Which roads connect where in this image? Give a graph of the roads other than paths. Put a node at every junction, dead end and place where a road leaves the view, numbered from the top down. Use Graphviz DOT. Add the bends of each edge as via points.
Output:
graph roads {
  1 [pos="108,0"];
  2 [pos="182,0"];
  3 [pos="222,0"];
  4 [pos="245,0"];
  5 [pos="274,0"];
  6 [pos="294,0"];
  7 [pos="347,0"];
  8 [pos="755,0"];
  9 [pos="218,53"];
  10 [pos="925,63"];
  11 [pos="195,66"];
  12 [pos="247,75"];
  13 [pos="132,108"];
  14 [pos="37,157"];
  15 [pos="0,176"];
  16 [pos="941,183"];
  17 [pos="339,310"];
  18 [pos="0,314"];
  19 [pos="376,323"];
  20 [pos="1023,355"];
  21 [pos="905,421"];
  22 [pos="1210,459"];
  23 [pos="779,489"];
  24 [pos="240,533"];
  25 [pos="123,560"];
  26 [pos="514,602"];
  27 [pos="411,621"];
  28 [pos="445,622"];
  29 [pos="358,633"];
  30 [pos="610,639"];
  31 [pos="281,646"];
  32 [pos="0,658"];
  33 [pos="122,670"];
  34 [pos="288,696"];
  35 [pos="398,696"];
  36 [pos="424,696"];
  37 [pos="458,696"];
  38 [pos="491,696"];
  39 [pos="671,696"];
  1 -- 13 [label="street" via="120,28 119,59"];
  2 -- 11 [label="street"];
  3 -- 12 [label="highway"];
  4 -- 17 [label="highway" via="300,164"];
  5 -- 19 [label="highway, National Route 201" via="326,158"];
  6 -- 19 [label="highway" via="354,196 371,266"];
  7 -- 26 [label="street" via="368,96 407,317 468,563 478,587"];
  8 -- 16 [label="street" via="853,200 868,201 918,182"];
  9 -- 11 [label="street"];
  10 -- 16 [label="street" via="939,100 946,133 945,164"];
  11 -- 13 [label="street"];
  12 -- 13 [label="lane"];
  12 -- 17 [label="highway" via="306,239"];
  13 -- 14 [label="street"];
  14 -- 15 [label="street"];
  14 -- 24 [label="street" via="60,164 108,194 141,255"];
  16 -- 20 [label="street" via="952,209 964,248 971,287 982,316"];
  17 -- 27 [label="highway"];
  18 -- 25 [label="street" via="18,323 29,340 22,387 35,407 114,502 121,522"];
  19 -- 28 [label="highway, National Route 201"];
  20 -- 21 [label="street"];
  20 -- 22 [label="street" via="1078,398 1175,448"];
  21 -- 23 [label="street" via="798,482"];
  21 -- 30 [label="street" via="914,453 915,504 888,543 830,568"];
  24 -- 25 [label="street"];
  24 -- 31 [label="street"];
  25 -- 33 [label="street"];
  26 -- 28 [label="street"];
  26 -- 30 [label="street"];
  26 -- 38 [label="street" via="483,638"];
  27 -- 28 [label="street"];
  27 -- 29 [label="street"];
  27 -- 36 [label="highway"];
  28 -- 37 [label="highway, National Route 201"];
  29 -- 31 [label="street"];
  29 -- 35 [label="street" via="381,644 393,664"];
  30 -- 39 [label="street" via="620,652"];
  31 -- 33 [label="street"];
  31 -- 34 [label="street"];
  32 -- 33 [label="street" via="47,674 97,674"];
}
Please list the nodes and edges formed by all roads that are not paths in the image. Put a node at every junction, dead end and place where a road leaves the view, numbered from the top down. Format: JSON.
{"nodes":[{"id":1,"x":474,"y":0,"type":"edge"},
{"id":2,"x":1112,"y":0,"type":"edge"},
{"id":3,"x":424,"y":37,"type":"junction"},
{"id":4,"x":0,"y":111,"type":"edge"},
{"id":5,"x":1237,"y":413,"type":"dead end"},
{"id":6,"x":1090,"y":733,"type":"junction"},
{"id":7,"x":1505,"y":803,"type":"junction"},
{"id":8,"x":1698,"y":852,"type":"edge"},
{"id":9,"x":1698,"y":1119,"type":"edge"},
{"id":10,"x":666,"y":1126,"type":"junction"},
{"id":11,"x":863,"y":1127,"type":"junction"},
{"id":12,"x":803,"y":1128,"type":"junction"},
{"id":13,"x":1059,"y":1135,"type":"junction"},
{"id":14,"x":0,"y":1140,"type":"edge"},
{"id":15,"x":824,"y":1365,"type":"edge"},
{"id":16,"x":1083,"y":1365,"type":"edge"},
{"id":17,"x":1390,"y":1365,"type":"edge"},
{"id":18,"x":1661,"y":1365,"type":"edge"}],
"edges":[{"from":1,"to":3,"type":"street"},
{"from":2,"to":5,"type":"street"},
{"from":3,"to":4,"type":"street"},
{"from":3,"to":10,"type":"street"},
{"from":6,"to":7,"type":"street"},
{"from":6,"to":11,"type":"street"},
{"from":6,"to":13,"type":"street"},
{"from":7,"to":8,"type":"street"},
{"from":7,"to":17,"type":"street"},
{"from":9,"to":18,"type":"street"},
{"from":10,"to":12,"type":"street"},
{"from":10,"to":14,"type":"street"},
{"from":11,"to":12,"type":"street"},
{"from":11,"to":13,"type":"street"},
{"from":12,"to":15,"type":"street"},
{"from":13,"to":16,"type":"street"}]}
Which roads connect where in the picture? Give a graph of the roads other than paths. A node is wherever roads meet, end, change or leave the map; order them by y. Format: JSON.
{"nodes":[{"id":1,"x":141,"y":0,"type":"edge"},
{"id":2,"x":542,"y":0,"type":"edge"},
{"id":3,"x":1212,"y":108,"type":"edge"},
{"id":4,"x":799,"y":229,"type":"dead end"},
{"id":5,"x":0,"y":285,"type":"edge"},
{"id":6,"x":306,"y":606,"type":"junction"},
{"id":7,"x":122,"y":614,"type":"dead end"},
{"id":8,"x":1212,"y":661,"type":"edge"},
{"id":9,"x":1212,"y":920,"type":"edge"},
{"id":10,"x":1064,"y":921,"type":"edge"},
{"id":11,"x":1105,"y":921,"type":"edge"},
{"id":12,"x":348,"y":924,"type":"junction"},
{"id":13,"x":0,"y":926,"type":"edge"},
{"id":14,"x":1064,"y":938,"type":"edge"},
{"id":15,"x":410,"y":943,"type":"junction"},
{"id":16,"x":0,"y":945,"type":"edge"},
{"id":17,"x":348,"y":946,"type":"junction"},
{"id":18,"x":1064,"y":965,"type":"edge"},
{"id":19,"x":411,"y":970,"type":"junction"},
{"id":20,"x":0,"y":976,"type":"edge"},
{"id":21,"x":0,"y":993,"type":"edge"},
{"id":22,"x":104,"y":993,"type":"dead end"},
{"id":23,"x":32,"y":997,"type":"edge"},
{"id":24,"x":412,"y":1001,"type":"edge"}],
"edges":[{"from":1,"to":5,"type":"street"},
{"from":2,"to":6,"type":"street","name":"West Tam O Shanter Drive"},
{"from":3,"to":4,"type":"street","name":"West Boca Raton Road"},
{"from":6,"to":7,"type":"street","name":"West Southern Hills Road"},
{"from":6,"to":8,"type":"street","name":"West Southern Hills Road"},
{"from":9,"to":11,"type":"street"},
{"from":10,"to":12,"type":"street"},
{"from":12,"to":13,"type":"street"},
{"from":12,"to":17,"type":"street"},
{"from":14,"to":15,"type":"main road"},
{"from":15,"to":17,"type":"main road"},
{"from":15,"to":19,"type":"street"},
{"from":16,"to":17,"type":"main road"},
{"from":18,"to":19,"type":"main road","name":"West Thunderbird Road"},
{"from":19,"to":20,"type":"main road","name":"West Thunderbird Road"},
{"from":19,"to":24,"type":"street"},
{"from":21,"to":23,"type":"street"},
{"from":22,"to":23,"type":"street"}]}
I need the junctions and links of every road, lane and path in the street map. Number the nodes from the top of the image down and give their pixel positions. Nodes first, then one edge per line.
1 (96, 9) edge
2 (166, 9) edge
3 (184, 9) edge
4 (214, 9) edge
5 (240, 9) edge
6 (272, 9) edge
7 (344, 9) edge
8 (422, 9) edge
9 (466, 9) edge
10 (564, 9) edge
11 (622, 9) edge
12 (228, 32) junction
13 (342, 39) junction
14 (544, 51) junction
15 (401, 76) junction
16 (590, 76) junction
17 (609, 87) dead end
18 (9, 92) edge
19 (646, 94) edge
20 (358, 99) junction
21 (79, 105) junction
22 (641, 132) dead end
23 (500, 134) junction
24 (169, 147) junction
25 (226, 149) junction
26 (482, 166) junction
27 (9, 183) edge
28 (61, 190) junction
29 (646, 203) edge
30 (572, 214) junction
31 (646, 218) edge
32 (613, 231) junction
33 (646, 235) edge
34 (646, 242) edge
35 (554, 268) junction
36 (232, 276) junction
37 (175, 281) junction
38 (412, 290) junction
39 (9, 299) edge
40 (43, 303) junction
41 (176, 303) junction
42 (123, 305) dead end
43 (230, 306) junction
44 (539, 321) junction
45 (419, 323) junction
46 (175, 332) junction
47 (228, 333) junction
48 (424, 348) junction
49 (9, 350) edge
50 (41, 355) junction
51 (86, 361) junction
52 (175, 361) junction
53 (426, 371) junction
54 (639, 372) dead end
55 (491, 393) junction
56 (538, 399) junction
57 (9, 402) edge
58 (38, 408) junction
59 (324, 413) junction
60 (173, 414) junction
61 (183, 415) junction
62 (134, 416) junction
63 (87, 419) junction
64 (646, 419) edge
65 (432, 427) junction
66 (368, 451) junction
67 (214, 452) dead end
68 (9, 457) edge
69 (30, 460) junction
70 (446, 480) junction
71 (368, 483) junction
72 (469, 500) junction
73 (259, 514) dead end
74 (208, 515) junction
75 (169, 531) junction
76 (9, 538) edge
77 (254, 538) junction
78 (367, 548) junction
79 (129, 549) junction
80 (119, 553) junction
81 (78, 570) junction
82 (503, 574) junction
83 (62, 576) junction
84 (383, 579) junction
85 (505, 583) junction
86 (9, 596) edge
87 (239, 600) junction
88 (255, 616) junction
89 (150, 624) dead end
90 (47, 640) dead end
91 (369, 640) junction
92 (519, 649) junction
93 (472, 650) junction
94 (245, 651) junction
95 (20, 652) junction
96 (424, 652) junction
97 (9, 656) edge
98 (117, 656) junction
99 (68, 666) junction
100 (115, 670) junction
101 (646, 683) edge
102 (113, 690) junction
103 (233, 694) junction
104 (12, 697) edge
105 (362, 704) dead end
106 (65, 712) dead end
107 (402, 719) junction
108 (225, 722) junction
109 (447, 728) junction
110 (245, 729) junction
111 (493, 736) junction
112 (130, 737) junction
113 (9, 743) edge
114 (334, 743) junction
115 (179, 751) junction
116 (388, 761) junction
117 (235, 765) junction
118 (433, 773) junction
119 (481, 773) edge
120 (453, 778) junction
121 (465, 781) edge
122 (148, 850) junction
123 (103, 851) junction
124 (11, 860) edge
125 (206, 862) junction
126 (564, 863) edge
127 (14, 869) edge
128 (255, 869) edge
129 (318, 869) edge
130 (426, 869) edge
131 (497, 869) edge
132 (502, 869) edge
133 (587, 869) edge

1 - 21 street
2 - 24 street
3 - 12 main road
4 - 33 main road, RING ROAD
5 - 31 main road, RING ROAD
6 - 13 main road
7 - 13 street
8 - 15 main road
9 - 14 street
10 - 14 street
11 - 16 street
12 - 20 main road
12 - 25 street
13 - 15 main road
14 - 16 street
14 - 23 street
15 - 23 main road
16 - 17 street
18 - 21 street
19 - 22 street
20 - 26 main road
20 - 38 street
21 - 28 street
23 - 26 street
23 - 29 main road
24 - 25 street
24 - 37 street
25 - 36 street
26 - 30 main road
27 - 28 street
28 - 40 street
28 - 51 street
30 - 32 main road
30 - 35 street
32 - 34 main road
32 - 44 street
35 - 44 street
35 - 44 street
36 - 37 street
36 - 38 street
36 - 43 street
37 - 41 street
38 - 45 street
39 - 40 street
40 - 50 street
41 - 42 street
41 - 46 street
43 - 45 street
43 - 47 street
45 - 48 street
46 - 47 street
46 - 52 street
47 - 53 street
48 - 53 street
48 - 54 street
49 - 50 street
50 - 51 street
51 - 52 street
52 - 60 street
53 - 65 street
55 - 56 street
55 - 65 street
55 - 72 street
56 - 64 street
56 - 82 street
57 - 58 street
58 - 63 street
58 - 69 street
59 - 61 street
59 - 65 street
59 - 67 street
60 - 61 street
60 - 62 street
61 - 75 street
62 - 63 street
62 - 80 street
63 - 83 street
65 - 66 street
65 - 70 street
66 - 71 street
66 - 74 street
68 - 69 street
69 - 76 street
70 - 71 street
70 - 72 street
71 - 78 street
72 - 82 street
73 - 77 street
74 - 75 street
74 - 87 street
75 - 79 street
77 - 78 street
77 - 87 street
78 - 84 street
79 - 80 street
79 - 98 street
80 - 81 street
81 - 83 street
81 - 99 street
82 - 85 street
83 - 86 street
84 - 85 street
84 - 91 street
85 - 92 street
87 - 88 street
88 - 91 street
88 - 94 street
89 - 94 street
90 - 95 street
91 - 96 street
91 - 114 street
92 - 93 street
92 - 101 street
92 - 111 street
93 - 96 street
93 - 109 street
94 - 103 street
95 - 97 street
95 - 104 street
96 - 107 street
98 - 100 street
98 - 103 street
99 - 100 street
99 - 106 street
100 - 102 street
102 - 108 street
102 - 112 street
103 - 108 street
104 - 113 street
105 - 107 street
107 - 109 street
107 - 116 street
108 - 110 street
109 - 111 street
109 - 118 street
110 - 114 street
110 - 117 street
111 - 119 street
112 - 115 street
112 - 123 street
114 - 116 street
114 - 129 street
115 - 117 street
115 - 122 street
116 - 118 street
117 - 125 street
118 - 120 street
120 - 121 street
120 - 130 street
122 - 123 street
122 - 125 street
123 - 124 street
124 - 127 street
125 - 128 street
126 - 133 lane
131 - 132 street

____________

Every line of the material that holds the word "Route" must be found and copied.

▶ [SOLVED PROBLEM]:
  5 -- 19 [label="highway, National Route 201" via="326,158"];
  19 -- 28 [label="highway, National Route 201"];
  28 -- 37 [label="highway, National Route 201"];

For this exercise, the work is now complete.